Solitamente il malware verifica di non essere in esecuzione dentro a un debugger (c’è un’API apposita, IsDebuggerPresent), che non ci siano in esecuzione processi particolari usati in analisi, cerca di capire se si tratta di una macchina virtuale e di che tipo, e molto altro.
Con più o meno fatica è possibile procedere oltre questi controlli, ma ricordiamo sempre che stiamo facendo un lavoro complesso che ha nelle tempistiche una discriminante importante: mentre noi studiamo il malware è in rete a far danni.

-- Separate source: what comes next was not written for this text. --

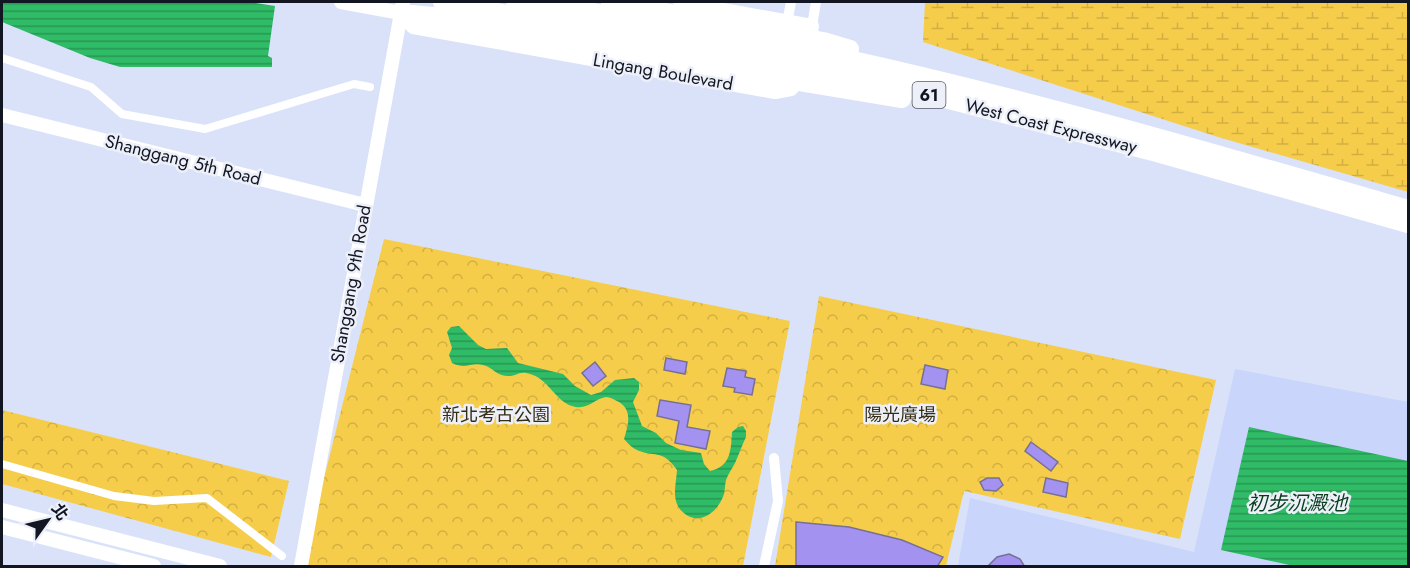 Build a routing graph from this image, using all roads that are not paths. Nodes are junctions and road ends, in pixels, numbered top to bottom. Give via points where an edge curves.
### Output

Quando vengono pubblicate le analisi dei malware spesso si assiste ad una evoluzione nella sua versione successiva che aggiunge controlli anti analisi sempre migliori.
E adesso?
Abbiamo disassemblato il codice del malware, anche se in assembler e non nel linguaggio originale (C, C++…). Da questa analisi possiamo ricavare importanti informazioni:
- capire le condizioni di attivazione del malware;
- capire le somiglianze con altri malware, così da individuarne parentele, provenienza geografica o gruppo di origine;
- capire se la chiave di cifratura (nell’esempio abbiamo pensato di analizzare un cryptovirus) venga in qualche modo registrata localmente e sia quindi recuperabile;
- scrivere, con i nostri strumenti di sviluppo, dei decifratori o dei brute forcers;
- leggere le dediche lasciate nel codice ad alcuni analisti;
- evidenziare l’uso di specifiche falle (vulnerabilities) nei sistemi operativi, così da poter realizzare le patch necessarie;
- scrivere gli IOC già citati, ossia gli indicatori di compromissione. Si tratta di tutte quelle specificità di un malware, dalle già citate tracce (sequenze di bytes, hash vari), a particolari pattern di attività o traffico di rete o di uso di API di sistema. Gli IOC servono agli analisti per scambiarsi informazioni e per preparare gli aggiornamenti che regolarmente otteniamo dagli antivirus;
- recuperare i file di configurazione: essenziali in quanto contengono spesso i riferimenti ai servizi esterni fruiti dal virus, come gli IP o i nomi dei server di C&C (Command and Control), ovvero quei server dove i cattivi raccolgono le informazioni esfiltrate dal malware e da dove questo riceve i comandi sulle azioni da compiere, in caso ad esempio di botnet, o le chiavi di cifratura dei file;
- eventuali bug: ovviamente ce ne sono, come nei software “normali”. Alcuni bug possono essere sfruttati per contrastare il malware o per consentire di decifrare files che sarebbero altrimenti irrecuperabili
Una volta “aperto” il malware e visto come funziona e recuperate le informazioni indicate in precedenza, l’analisi è pressoché completa.
Conclusione
Pur includendo aspetti tecnici, la trattazione dell’argomento è stata fatta ad alto livello e non poteva essere altrimenti. Ho proceduto per sommi capi e semplificando molto le attività, oltre a non citarne completamente altre. La sola estrazione del payload cifrato può a volte richiedere giorni di lavoro e spesso si deve ricorrere ad altre tipologie di analisi rispetto a quella indicata.
Pur assumendo queste premesse, è affascinante capire in profondità come le minacce si evolvano cercando strade sempre più complesse o anche solo originali: mi auguro di aver fornito spunti ad ognuno per provare ad approfondire i mille aspetti dell’attività di analisi che sta dietro al malware.